The following day, firefighters attempted to set a backburn on top of Rattlesnake Mountain to prevent the wildfire from spreading towards the Hanford Nuclear Reservation and Benton City, but was abandoned due to dangerous windy conditions, which caused the wildfire to rapidly spread towards the backburn location. At around 9:00 pm, the firefighters attempted to set another backburn on Rattlesnake Mountain towards the bottom slope, which was successful on their second attempt. By August 2, the fire had expanded 100,000 acre, from 70,000 acre to 176,000 acre. Another red flag warning was issued for areas around the Columbia River in southern Washington the same day due to gusty winds and low relative humidity caused by a dry cold front moving throughout the area. By the end of the day, containment was listed at 20 percent.

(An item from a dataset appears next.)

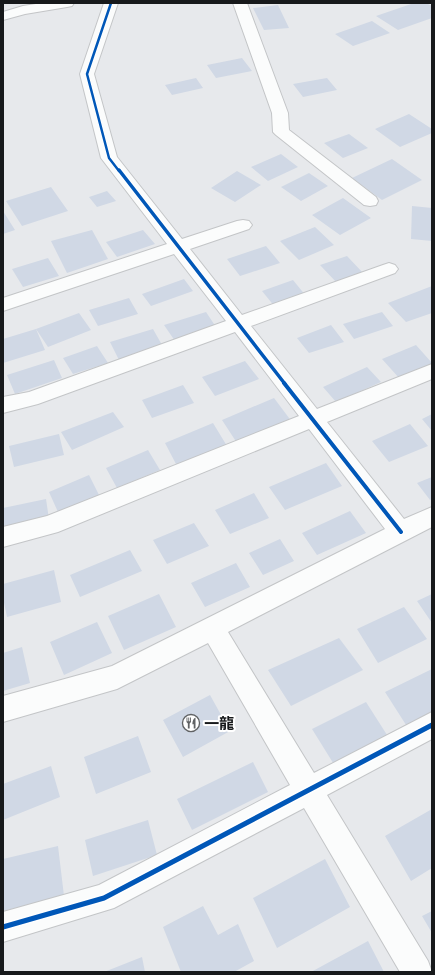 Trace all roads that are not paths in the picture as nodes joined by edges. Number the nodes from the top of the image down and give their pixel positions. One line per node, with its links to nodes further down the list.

The next day, containment was listed at 60 percent with 228 firefighters assigned to the fire. Firefighters continued working on reinforcing containment lines around the 117-mile perimeter of the fire, which had largely stopped expanding because of natural features close to the perimeter of the fire that prevented spread along with the first containment lines. On August 4, containment was listed at 90 percent with approximately 170 firefighters assigned. Firefighters worked on putting out hot spots within the fire's burned area, one of which was a downed telephone line. The fire was officially declared 100 percent contained on August 6.

==Effects and aftermath==
The Range 12 Fire burned 176,600 acres of land before containment and cost $1.7 million (equivalent to $ million in ) to be put out. The fire affected large parts of the Hanford Reach National Monument and the Arid Lands Ecology Reserve with 35,000 acres of the reserve being burnt. Following surveys by biologists immediately after the fire, the reserve was described as a "moonscape", as the reserve had a virtually full loss of sagebrushes and bunchgrasses with exposed topsoil. On January 25, 2018, multiple cattle ranchers based in the Lower Yakima River Valley filed a $15 million lawsuit against the Department of Defense, arguing that the U.S. Army acted recklessly in allowing a live fire exercise to occur on July 30 while a red flag warning was in effect. The lawsuit was later dismissed in 2022 after the court concluded it did not have the jurisdiction to handle the case due to the plaintiffs' claims being barred by sovereign immunity because of the discretionary function exemption in the Federal Tort Claims Act.